Predicting metabolic fluxes using gene expression differences as constraints.

Author information

1
Delft Bioinformatics Lab, Faculty of Electrical Engineering, Mathematics and Computer Science, Delft University of Technology, Mekelweg 4, 2628 CD Delft, The Netherlands. r.j.p.vanberlo@tudelft.nl

Abstract

A standard approach to estimate intracellular fluxes on a genome-wide scale is flux-balance analysis (FBA), which optimizes an objective function subject to constraints on (relations between) fluxes. The performance of FBA models heavily depends on the relevance of the formulated objective function and the completeness of the defined constraints. Previous studies indicated that FBA predictions can be improved by adding regulatory on/off constraints. These constraints were imposed based on either absolute or relative gene expression values. We provide a new algorithm that directly uses regulatory up/down constraints based on gene expression data in FBA optimization (tFBA). Our assumption is that if the activity of a gene drastically changes from one condition to the other, the flux through the reaction controlled by that gene will change accordingly.
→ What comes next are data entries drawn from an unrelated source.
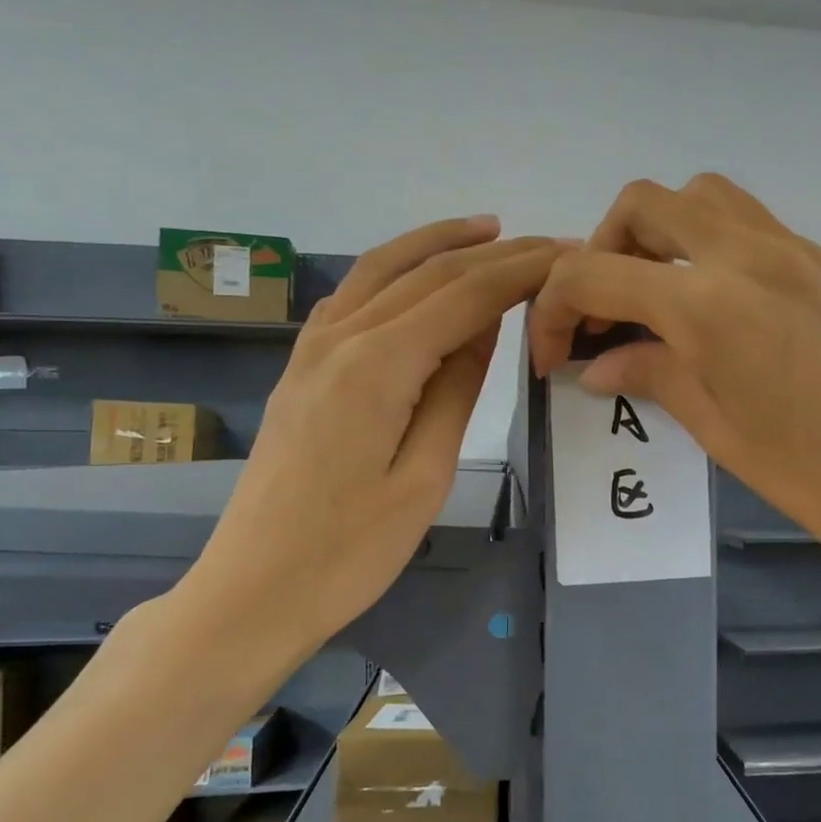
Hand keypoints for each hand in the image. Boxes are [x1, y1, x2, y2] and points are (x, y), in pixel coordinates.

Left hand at [184, 218, 567, 651]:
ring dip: (438, 244)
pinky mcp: (301, 367)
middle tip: (547, 242)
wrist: (253, 589)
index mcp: (378, 365)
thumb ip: (456, 389)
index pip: (464, 296)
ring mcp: (311, 349)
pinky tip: (418, 275)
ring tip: (488, 231)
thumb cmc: (350, 550)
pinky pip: (354, 295)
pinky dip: (396, 270)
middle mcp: (340, 337)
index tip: (567, 256)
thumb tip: (486, 325)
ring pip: (381, 269)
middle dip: (493, 252)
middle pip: (426, 272)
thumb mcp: (425, 475)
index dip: (519, 272)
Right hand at [528, 174, 820, 599]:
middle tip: (609, 312)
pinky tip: (733, 316)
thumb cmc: (819, 480)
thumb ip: (654, 376)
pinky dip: (721, 251)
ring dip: (665, 234)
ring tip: (664, 300)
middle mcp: (753, 254)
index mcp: (711, 305)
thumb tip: (599, 362)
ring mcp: (805, 251)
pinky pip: (761, 230)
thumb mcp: (720, 433)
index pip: (595, 272)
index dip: (554, 307)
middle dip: (605, 249)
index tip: (556, 353)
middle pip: (647, 203)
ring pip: (708, 198)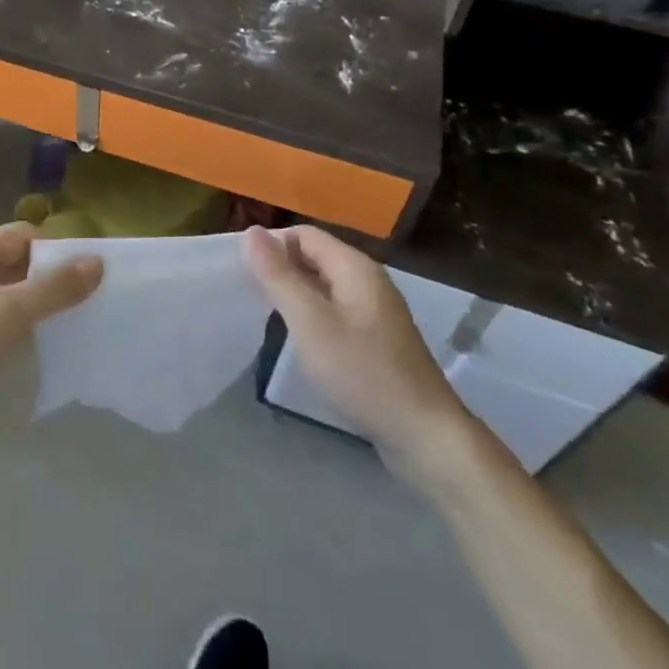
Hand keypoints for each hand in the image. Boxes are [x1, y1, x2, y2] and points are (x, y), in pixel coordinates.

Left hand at [0, 223, 101, 445]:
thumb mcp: (7, 315)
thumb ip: (53, 288)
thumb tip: (96, 262)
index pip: (25, 234)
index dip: (58, 250)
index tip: (88, 276)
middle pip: (12, 260)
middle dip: (46, 278)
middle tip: (81, 304)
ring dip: (28, 302)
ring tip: (60, 326)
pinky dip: (7, 322)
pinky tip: (23, 346)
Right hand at [244, 225, 471, 477]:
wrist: (426, 437)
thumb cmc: (362, 372)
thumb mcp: (310, 322)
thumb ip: (278, 276)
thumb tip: (251, 231)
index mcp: (354, 266)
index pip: (304, 234)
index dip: (272, 245)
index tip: (243, 272)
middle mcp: (368, 280)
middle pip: (315, 257)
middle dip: (282, 269)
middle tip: (250, 295)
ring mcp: (376, 311)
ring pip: (325, 286)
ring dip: (296, 294)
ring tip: (269, 318)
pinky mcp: (379, 340)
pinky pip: (337, 311)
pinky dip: (315, 316)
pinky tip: (302, 341)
We allow these constraints to be violated, to account for posttranscriptional control and noise in the data. These up/down constraints are less stringent than the on/off constraints as previously proposed. Nevertheless, we obtain promising predictions, since many up/down constraints can be enforced. The potential of the proposed method, tFBA, is demonstrated through the analysis of fluxes in yeast under nine different cultivation conditions, between which approximately 5,000 regulatory up/down constraints can be defined. We show that changes in gene expression are predictive for changes in fluxes. Additionally, we illustrate that flux distributions obtained with tFBA better fit transcriptomics data than previous methods. Finally, we compare tFBA and FBA predictions to show that our approach yields more biologically relevant results.

PMID:
21071808
DOI:
10.1109/TCBB.2009.55
[Indexed for MEDLINE]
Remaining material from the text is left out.